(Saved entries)

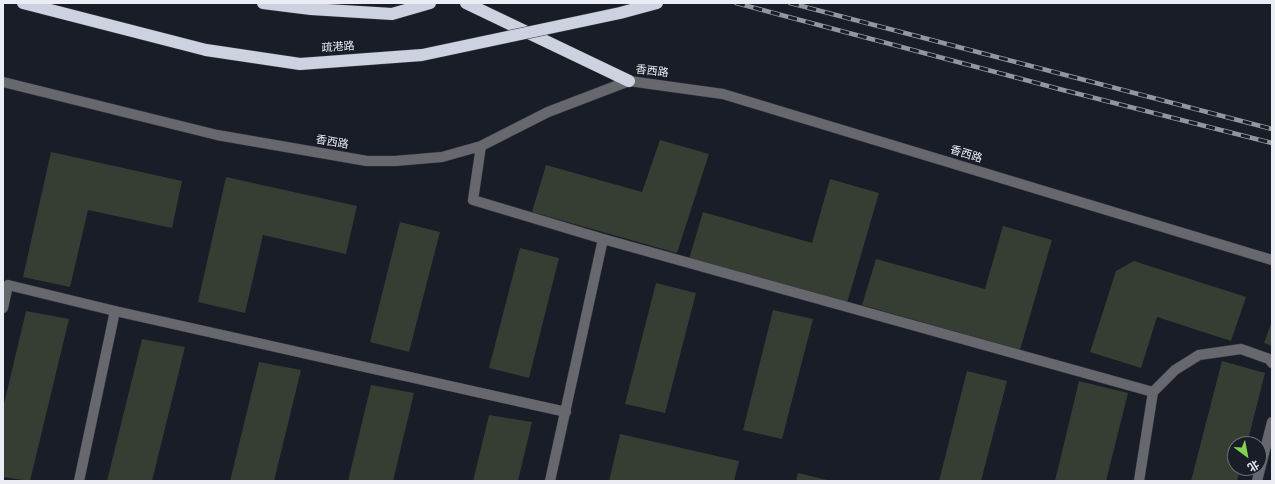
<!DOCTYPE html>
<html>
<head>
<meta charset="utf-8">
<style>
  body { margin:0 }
  #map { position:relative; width:1275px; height:484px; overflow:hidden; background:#191d27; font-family:"Source Sans 3","Noto Sans SC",sans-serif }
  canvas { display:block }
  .frame { position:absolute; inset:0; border:4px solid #eaedf4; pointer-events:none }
  .north { position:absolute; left:1227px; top:436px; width:40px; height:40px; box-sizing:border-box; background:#191d27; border:1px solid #6d7079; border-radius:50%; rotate:148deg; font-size:11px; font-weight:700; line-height:16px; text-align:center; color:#eaedf4 }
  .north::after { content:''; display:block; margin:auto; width:14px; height:18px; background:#82d04f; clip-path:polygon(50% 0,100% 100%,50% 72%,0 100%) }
</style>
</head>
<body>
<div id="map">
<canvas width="1275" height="484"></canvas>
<div class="frame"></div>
<div class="north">北</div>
</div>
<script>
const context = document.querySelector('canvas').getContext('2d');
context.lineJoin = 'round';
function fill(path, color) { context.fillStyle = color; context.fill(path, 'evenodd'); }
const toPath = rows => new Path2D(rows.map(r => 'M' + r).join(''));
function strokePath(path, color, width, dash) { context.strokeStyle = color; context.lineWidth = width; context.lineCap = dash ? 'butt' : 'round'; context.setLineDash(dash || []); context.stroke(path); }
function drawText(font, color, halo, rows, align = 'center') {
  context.font = font + ' "Source Sans 3","Noto Sans SC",sans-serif'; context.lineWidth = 3.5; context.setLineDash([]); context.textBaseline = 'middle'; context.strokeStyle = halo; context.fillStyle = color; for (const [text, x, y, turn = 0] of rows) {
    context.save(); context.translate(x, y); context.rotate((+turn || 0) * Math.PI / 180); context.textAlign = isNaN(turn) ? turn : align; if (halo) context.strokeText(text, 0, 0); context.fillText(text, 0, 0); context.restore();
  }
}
const building = toPath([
  [660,140,709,154,677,253,532,212,546,165,642,192],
  [51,152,182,181,172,228,88,210,70,287,23,277],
  [226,177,357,206,346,254,263,235,245,313,198,302],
  [830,179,879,193,847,303,689,259,703,212,812,243],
  [400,222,440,232,409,352,370,342],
  [1003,226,1052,240,1020,350,862,305,876,259,985,289],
  [520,248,559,258,529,378,489,368],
  [1134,261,1246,297,1231,341,1157,317,1141,368,1090,352,1116,271],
  [656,283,696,293,665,413,625,404],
  [773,310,813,319,782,439,743,430],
  [26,311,69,319,30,481,3,477,3,408],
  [1272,321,1272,346,1264,343],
  [142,339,185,347,152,481,107,481],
  [1222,361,1265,373,1247,444,1235,444,1235,468,1241,468,1237,481,1191,481],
  [259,362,301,370,274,481,230,481],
  [967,371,1007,381,981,481,939,481],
  [1079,381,1128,393,1106,481,1055,481],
  [371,385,414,393,393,481,348,481],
  [489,415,532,422,518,481,473,481],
  [620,434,739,461,734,481,609,481],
  [798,473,827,480,827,481,796,481]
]);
const minor = toPath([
  [3,82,217,135,367,161,395,161,442,157,481,146,548,112,629,81,723,94,1272,260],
  [481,146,473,200,603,239,1153,392],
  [3,308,8,285,115,311,566,412],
  [79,481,115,311],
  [550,481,603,239],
  [1139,481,1153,392,1175,370,1199,355,1241,349,1269,359,1272,363],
  [1257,481,1272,422]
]);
const highway = toPath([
  [23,3,206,50],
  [263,3,311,9,392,14,430,3],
  [466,3,629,81]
]);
const rail = toPath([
  [736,3,1063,90,1272,143],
  [790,3,1272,129]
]);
const highwayBridge = toPath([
  [206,50,300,64,422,55,620,13,657,3]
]);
const streetNames = [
  ["疏港路",338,48,-4],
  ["香西路",652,72,7],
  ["香西路",332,143,10],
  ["香西路",966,155,17]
];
fill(building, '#363d32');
strokePath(minor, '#363a44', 11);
strokePath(highway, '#363a44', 13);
strokePath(minor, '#66686d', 10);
strokePath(highway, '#cdd2e0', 12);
strokePath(rail, '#92969e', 4.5);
strokePath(rail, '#191d27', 3, [9]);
strokePath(highwayBridge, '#363a44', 13, []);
strokePath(highwayBridge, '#cdd2e0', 12);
drawText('11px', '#eaedf4', '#191d27', streetNames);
</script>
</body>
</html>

» **Work instruction**
Find every line in the records above that holds the word "fillStyle", and copy each one.

» **Result**
function fill(path, color) { context.fillStyle = color; context.fill(path, 'evenodd'); }
  context.font = font + ' "Source Sans 3","Noto Sans SC",sans-serif'; context.lineWidth = 3.5; context.setLineDash([]); context.textBaseline = 'middle'; context.strokeStyle = halo; context.fillStyle = color; for (const [text, x, y, turn = 0] of rows) {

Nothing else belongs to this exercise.